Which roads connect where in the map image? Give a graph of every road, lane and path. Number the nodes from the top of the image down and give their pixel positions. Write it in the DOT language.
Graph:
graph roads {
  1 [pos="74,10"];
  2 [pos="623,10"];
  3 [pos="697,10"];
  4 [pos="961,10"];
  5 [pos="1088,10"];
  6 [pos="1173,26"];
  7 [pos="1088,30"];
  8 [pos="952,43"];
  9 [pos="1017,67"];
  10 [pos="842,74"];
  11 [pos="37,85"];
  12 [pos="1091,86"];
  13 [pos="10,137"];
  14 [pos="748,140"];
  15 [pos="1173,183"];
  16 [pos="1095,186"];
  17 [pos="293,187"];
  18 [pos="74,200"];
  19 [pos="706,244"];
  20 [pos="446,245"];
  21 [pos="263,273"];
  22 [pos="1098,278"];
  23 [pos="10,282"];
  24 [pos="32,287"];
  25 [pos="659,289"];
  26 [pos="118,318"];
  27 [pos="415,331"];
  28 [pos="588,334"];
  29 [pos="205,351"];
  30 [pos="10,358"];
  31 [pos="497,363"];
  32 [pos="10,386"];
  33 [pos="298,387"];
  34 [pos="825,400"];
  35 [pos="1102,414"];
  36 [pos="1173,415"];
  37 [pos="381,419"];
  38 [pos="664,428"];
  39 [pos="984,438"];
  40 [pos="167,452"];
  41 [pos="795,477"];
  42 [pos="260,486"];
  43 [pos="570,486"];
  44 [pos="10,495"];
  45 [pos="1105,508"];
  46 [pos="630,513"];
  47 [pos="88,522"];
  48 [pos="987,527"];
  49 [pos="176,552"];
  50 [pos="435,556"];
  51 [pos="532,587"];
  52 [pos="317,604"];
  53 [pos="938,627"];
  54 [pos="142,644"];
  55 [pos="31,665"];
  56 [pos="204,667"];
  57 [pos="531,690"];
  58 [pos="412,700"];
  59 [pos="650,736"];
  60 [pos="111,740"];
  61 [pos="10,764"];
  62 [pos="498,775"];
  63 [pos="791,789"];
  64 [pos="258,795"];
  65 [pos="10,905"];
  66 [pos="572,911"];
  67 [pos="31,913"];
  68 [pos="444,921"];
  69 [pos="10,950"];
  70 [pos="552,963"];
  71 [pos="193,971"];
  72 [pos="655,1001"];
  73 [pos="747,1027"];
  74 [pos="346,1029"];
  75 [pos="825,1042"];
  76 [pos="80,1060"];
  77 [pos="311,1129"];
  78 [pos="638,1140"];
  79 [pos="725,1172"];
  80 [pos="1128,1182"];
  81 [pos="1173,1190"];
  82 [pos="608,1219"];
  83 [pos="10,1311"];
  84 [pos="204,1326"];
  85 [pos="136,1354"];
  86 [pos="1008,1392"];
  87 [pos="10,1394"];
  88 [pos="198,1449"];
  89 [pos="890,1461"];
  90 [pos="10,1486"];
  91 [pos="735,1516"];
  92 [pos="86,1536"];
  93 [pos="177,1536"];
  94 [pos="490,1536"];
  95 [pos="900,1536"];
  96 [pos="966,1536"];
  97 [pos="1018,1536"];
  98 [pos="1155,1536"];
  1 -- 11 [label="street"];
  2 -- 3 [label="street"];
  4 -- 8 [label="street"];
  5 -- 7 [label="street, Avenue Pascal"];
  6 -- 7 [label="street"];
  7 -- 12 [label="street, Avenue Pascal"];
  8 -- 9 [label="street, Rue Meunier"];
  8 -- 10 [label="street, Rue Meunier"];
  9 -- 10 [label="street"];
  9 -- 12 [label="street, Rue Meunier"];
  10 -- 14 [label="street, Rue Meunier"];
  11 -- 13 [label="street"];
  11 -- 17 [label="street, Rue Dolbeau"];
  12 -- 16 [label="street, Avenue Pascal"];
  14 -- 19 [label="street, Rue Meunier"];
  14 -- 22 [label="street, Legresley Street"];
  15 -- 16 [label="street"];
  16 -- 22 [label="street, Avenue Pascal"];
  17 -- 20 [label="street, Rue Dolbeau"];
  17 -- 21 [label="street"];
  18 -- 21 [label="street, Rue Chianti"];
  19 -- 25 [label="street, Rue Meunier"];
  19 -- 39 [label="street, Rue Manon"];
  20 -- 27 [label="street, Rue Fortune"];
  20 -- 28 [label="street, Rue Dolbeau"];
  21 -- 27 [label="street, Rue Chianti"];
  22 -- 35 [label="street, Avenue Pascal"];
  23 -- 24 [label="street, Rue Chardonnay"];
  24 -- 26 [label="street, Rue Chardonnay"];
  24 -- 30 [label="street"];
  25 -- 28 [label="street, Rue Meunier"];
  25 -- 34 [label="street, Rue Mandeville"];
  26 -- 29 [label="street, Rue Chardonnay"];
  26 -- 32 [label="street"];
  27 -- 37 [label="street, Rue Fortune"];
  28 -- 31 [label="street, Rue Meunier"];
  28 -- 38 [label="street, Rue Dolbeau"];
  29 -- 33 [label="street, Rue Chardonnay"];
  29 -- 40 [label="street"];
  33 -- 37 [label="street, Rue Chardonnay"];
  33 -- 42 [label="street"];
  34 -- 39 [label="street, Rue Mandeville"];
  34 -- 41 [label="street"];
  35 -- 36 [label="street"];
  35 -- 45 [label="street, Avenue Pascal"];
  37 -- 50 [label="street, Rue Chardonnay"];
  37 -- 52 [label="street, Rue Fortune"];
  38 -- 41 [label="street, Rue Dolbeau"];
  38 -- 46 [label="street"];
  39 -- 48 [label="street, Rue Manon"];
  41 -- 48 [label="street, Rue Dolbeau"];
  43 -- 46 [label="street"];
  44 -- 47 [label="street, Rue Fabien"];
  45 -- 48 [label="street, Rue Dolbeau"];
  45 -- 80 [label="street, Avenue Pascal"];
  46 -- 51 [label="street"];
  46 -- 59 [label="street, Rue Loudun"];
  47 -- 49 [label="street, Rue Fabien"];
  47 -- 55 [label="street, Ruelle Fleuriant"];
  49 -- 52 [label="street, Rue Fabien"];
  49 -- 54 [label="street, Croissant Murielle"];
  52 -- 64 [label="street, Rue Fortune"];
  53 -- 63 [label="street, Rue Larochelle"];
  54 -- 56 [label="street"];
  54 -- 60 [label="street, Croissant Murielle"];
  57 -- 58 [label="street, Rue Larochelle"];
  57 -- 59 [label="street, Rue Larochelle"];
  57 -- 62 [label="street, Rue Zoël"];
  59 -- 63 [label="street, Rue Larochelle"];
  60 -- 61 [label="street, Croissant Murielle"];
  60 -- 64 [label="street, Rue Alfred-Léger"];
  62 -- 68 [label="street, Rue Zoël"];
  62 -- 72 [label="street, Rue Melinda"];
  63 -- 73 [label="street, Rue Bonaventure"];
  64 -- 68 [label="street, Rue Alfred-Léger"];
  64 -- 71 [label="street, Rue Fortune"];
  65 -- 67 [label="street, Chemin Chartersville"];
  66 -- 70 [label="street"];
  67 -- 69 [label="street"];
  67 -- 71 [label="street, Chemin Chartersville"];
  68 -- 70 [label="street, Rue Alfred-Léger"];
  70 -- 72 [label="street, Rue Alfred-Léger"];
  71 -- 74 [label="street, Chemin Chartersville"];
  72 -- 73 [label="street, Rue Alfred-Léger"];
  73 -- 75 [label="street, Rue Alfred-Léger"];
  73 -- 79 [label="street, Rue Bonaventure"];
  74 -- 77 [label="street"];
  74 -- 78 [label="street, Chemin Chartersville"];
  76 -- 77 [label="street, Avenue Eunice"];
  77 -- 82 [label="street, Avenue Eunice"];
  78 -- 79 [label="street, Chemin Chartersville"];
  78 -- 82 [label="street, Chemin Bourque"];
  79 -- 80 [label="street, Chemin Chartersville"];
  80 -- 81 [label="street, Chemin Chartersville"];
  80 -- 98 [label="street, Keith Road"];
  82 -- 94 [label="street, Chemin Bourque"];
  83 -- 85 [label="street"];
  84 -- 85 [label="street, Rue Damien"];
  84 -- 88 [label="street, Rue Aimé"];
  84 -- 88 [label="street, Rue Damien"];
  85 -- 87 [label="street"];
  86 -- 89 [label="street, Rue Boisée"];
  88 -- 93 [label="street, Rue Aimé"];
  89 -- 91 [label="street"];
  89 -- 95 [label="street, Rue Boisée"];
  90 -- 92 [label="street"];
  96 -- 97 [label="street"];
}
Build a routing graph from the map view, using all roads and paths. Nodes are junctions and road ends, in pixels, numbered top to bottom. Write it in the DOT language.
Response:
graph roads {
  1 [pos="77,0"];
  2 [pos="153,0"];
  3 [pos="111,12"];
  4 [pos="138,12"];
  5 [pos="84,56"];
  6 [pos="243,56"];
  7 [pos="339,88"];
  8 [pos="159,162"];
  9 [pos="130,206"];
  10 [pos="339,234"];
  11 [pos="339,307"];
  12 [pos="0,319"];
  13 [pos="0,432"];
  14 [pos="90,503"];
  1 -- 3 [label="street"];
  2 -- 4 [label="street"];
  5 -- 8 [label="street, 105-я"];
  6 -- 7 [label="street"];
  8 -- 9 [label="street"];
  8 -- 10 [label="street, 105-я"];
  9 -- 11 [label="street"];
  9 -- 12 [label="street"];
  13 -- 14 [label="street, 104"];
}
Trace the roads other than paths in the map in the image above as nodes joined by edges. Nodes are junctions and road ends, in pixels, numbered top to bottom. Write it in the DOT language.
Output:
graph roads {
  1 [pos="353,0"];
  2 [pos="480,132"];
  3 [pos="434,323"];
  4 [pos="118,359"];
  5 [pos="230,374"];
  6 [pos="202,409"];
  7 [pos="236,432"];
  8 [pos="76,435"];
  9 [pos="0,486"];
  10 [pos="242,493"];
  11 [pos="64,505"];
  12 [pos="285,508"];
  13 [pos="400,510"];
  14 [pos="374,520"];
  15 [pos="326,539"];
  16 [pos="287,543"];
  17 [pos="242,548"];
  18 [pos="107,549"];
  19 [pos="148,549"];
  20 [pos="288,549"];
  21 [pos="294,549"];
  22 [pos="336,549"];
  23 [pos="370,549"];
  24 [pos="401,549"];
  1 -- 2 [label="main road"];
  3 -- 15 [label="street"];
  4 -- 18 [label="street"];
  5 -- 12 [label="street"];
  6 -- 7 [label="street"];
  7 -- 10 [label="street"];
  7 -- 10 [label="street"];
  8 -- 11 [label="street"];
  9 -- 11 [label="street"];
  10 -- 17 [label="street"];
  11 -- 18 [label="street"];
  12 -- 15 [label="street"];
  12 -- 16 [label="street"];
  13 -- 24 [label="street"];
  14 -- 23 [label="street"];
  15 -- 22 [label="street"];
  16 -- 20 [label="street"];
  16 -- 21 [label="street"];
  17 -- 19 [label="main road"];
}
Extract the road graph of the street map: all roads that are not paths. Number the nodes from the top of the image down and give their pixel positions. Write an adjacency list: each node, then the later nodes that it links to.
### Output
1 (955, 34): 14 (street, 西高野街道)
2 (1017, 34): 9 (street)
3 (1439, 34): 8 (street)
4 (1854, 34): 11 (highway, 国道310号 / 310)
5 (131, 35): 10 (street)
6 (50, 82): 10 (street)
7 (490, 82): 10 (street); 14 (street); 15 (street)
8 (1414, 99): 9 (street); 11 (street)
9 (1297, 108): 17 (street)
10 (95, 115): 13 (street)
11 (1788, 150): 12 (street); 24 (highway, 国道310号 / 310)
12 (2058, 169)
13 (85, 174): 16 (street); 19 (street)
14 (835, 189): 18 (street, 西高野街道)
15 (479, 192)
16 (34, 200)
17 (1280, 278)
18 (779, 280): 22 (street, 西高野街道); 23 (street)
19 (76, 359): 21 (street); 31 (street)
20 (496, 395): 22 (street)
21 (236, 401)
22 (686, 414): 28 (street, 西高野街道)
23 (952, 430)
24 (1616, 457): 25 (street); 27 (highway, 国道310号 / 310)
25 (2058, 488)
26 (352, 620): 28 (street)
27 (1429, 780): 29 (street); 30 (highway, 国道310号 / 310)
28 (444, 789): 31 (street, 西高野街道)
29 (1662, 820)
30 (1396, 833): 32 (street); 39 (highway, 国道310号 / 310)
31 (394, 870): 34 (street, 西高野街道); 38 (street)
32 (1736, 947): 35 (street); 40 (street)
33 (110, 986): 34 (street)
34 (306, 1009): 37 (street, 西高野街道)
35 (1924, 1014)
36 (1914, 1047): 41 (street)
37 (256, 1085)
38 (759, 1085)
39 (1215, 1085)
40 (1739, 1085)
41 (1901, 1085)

********

■ **PROBLEM REQUIREMENTS**
Please copy out each line in the entries that mentions the string "main".

■ **EXERCISE RESPONSE**
  1 -- 2 [label="main road"];
  17 -- 19 [label="main road"];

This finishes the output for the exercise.